First, the Deacs will take on Clemson at Littlejohn Coliseum on Tuesday night. Clemson won back-to-back games at UNC (ending a 59-game losing streak to Chapel Hill) and at home against Duke, but returned to earth Saturday, losing to NC State. Wake Forest then returns home Sunday to face Virginia, the reigning national champs. With much of its championship team departing to the NBA, Virginia has struggled at times this year, and recently endured a three-game losing streak, which included a loss at BC. As usual, Virginia thrives on the defensive side of the ball and maintains the best scoring defense in college basketball, but has failed to find any success on offense. This will be a good opportunity for Wake Forest, considering they haven’t beaten the Cavaliers in six years.

Wake Forest then travels to South Bend to take on Notre Dame at the Joyce Center. The Fighting Irish have struggled all season, but were able to scratch out a win at Georgia Tech in their last contest. After making the tournament three years in a row, Notre Dame has missed the dance each of the last two years and will need some more quality wins if they want to end that streak this year. Wake Forest won at the Joyce Center in February of last year and will hope to continue their success next week.

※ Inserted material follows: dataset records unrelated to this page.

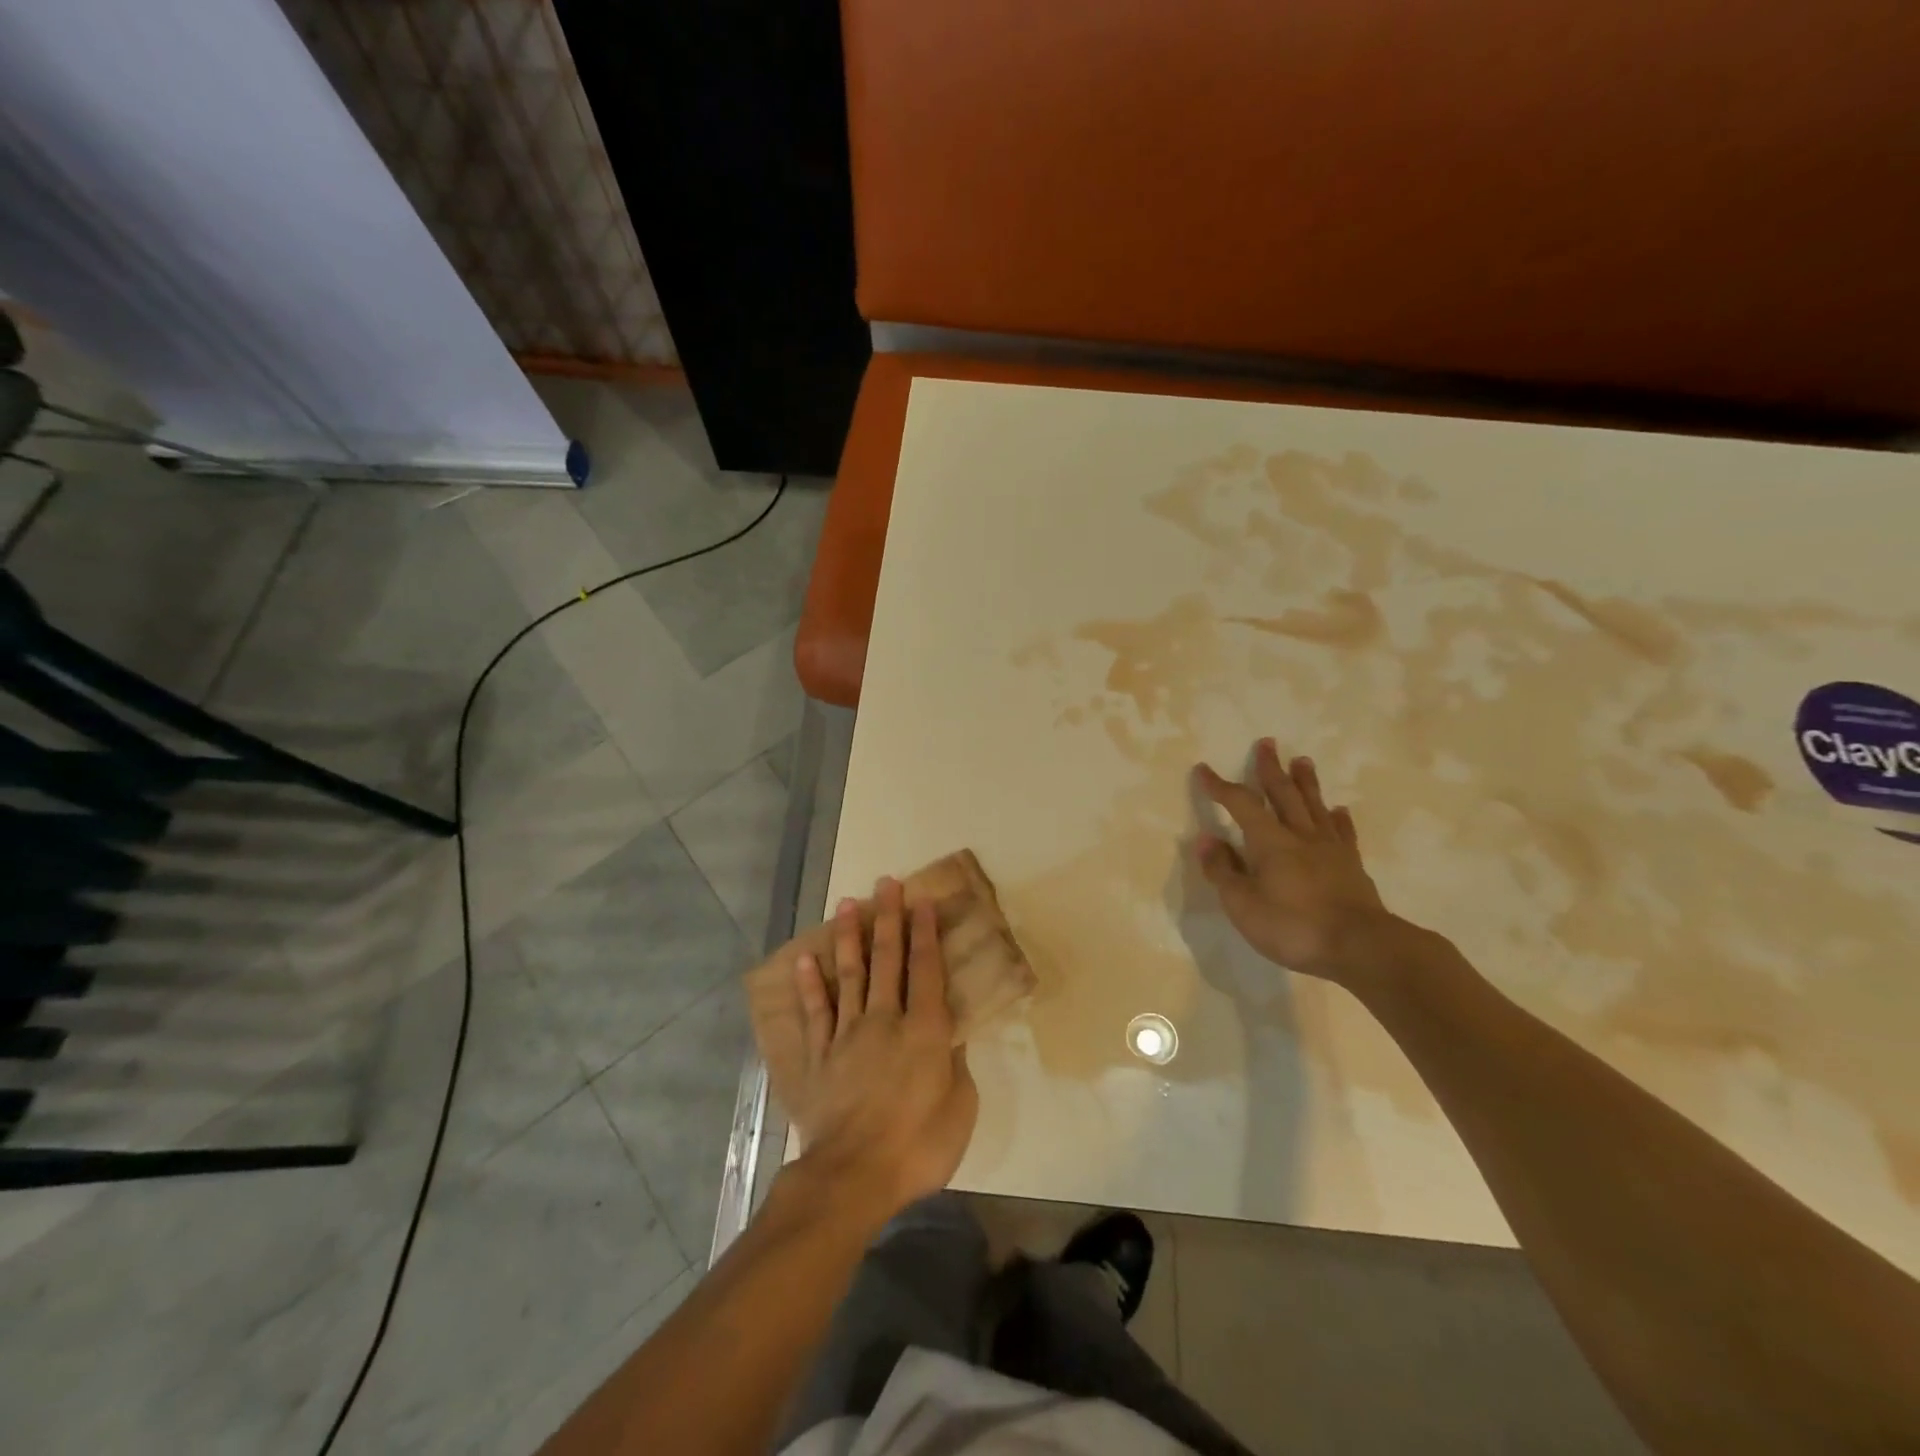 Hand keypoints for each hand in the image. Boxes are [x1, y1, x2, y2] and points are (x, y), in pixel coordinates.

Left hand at [788, 878, 978, 1223]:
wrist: (852, 1176)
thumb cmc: (917, 1145)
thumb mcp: (959, 1109)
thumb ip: (956, 1065)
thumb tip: (950, 1038)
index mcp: (924, 1030)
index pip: (925, 968)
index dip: (924, 932)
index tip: (921, 900)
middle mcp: (884, 1020)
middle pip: (886, 960)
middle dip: (887, 919)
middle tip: (885, 883)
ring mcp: (847, 1035)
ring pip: (848, 975)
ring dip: (848, 938)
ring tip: (846, 904)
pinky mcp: (819, 1056)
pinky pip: (814, 1013)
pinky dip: (809, 986)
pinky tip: (805, 961)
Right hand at [1192, 740, 1399, 985]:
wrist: (1362, 947)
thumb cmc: (1293, 926)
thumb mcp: (1243, 904)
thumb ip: (1222, 871)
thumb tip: (1206, 839)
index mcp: (1269, 841)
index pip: (1240, 804)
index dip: (1220, 786)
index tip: (1204, 769)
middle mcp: (1300, 836)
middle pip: (1283, 794)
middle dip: (1271, 769)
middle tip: (1267, 743)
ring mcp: (1330, 849)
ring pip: (1314, 806)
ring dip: (1306, 782)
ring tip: (1302, 761)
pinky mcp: (1352, 866)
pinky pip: (1343, 834)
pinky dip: (1338, 819)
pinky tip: (1338, 811) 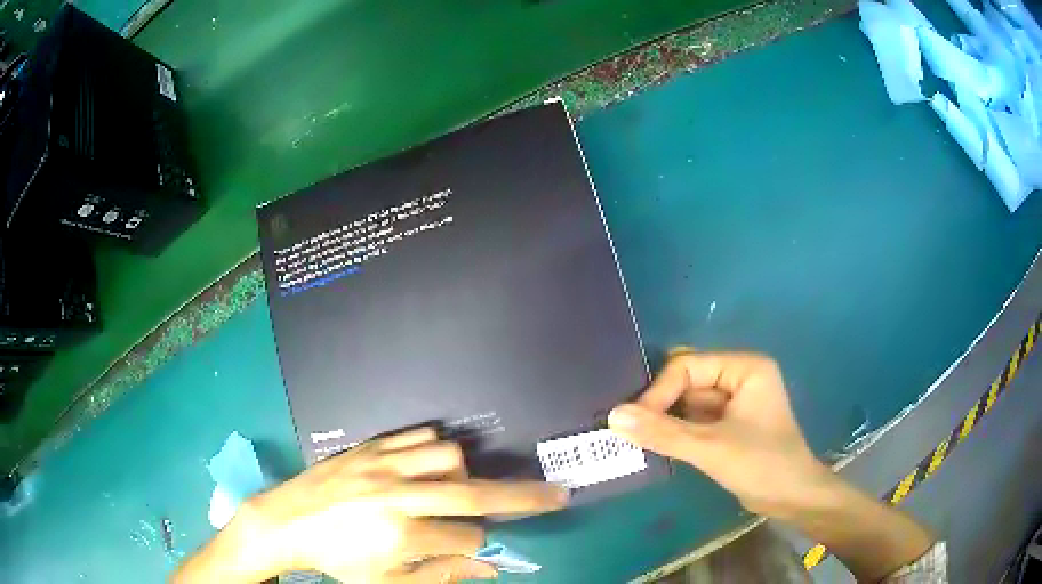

Finally, Wake Forest will play host to Clemson on Feb. 1, an end to what looks to be a season-altering stretch of games. These next few games will not only determine the fate of the Demon Deacons’ postseason chances, but quite possibly Manning’s future. The head coach has been on the hot seat for some time now, but is holding onto a contract that reportedly runs through the 2024-2025 season and includes an $18 million buyout. If all goes well, the Deacs could find themselves in the thick of a weak ACC and possibly in tournament contention for the first time since John Collins led them to the dance in 2017.